UNE MISE À L'HERBE TRÈS TÔT EN SAISON

Le site de Mirecourt se trouve dans la plaine des Vosges. Un territoire de polyculture-élevage sous climat semi-continental, caractérisé par des précipitations annuelles de 850 mm assez bien réparties, des hivers froids et des étés secs ponctués d'orages et de variations de températures parfois brutales. « Le démarrage en végétation des prairies commence en mars pour s'achever en octobre, indique Jean-Louis Fiorelli, coordinateur de l'étude. Les terres lourdes, très argileuses qui rendent difficiles les opérations culturales et la conduite du pâturage au printemps et à l'automne, sont la principale contrainte de cet environnement. » Dans ce contexte, l'objectif est de maximiser le pâturage. Les vaches ont 34 ha de pâtures accessibles, soit une vingtaine de parcelles de 1 à 2 ha. Un second bloc de 44 ha d'herbe est dédié aux génisses et à la fauche. La sortie à l'herbe se fait progressivement en mars. Elle consiste en un déprimage rapide de toute la surface accessible. « Même s'il y a encore peu d'herbe, la surface mise à disposition permet d'alimenter les animaux de façon conséquente. Le déprimage dure jusqu'à fin avril, ensuite commence la phase de pâturage vrai. » Au cours de ce deuxième cycle, la surface pâturée est en moyenne de 40 ares/VL, soit l'équivalent de 16 ha sur les 34 accessibles.

Le reste est destiné à la constitution d'une trésorerie fourragère. L'objectif est de constituer un stock d'herbe pâturable de 35 jours d'avance au 1er juin, afin de passer l'été sans fourrage complémentaire lorsque la pousse est ralentie. Cette pratique amène à faire pâturer en été des parcelles où l'herbe s'est accumulée après le déprimage (voir encadré). Elle est bien consommée et couvre les besoins de production de 15 à 17 kg de lait sans complémentation.
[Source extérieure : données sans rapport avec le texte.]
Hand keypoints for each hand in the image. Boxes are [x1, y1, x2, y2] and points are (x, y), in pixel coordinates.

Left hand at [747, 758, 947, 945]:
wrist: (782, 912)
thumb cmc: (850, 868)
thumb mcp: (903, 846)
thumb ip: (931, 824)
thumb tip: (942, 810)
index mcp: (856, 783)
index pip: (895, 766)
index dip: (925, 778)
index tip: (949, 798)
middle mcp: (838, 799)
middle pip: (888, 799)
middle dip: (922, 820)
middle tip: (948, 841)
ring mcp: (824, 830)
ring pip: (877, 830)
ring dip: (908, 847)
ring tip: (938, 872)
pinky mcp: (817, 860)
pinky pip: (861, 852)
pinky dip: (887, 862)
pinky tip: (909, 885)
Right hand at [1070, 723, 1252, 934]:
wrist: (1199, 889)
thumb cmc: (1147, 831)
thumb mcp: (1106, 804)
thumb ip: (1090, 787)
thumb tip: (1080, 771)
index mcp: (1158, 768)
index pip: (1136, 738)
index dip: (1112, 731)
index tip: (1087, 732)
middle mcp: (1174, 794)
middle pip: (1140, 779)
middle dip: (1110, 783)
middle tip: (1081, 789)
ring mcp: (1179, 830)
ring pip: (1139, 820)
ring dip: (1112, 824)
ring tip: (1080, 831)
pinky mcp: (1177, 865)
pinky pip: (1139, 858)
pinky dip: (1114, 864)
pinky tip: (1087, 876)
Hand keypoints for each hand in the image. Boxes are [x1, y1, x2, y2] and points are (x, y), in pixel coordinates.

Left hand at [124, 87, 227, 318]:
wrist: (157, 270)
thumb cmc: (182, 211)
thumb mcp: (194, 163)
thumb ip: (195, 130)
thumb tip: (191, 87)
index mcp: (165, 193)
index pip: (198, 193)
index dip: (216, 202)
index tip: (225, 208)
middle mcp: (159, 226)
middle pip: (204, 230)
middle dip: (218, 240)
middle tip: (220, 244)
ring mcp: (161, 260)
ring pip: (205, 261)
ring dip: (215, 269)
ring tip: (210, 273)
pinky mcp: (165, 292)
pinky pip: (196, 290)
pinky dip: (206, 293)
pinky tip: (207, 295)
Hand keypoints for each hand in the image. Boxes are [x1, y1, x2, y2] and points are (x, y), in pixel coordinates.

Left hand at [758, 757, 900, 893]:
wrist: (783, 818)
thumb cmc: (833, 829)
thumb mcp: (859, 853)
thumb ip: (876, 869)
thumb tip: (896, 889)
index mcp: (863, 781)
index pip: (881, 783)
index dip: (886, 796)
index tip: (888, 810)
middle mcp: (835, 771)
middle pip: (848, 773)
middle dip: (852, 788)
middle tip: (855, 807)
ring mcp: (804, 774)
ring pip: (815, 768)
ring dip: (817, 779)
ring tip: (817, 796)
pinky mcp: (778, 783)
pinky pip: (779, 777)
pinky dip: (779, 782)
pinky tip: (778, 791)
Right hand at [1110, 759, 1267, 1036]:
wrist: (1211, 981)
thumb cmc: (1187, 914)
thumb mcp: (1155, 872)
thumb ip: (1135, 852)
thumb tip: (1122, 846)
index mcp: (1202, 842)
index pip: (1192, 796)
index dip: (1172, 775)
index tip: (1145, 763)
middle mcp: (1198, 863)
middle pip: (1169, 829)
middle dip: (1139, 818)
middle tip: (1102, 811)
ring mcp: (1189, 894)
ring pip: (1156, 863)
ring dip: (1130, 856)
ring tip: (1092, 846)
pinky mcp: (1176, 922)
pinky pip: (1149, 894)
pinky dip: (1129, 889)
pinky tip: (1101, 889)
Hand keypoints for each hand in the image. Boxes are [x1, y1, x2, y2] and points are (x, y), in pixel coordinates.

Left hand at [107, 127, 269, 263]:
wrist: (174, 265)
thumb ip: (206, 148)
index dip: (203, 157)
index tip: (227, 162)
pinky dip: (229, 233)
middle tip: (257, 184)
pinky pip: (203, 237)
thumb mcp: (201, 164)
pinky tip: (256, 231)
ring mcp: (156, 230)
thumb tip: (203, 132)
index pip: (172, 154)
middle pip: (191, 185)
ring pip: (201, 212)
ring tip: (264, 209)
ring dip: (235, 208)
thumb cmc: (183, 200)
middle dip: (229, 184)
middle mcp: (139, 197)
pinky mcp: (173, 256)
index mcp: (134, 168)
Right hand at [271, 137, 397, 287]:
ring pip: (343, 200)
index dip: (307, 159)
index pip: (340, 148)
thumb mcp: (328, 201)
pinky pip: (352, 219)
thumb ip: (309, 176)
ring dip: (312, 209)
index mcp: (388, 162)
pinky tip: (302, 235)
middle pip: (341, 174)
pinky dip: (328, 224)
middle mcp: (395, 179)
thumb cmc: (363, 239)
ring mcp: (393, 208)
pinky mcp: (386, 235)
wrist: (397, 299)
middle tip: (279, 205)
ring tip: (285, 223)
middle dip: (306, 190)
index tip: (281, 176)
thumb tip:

Les refus sont systématiquement fauchés pour servir de litière dans les logettes. « L'important est de maximiser le temps de pâturage. En contrepartie, il ne faut pas avoir peur des variations de lait dans le tank. » Ainsi, depuis 2005, le temps de pâturage moyen s'élève à 246 jours/an, pour une surface pâturée de 0,74 are/VL : de 1 ha/VL en phase de déprimage, à 0,40 are au printemps, puis 0,80 are en été, pour finir à plus de 1 ha en fin d'automne.La consommation de foin s'élève à 2,4 t de MS/VL/an. Elle est couverte d'une part, par la fauche de 20 ha au minimum sur le site génisses et, d'autre part, par les excédents de pâturage sur le site des vaches laitières. C'est à l'issue de la première coupe, réalisée début juin, qu'un premier bilan fourrager permet d'ajuster les effectifs animaux au stock disponible pour l'hiver. C'est la clé d'un système autonome qui s'interdit d'acheter des fourrages. S'il reste vingt jours d'avance au pâturage fin juillet, certaines parcelles sont fauchées en regain. Ainsi, les années favorables à l'herbe permettent de conserver et d'élever quelques mâles.

Sur la base d'un rendement des prairies de 5,5 t de MS/ha, obtenu avec une fertilisation de 20 t de lisier sur les parcelles de fauche, le chargement moyen s'élève à 0,9 UGB/ha, soit 39 vaches présentes et une production de 190 700 kg de lait : 38 % des livraisons sont réalisées au printemps, 31 % en été et 16 % en automne avant la rentrée à l'étable, qui intervient au plus tôt le 14 novembre (en 2013) et au plus tard le 4 décembre (en 2011).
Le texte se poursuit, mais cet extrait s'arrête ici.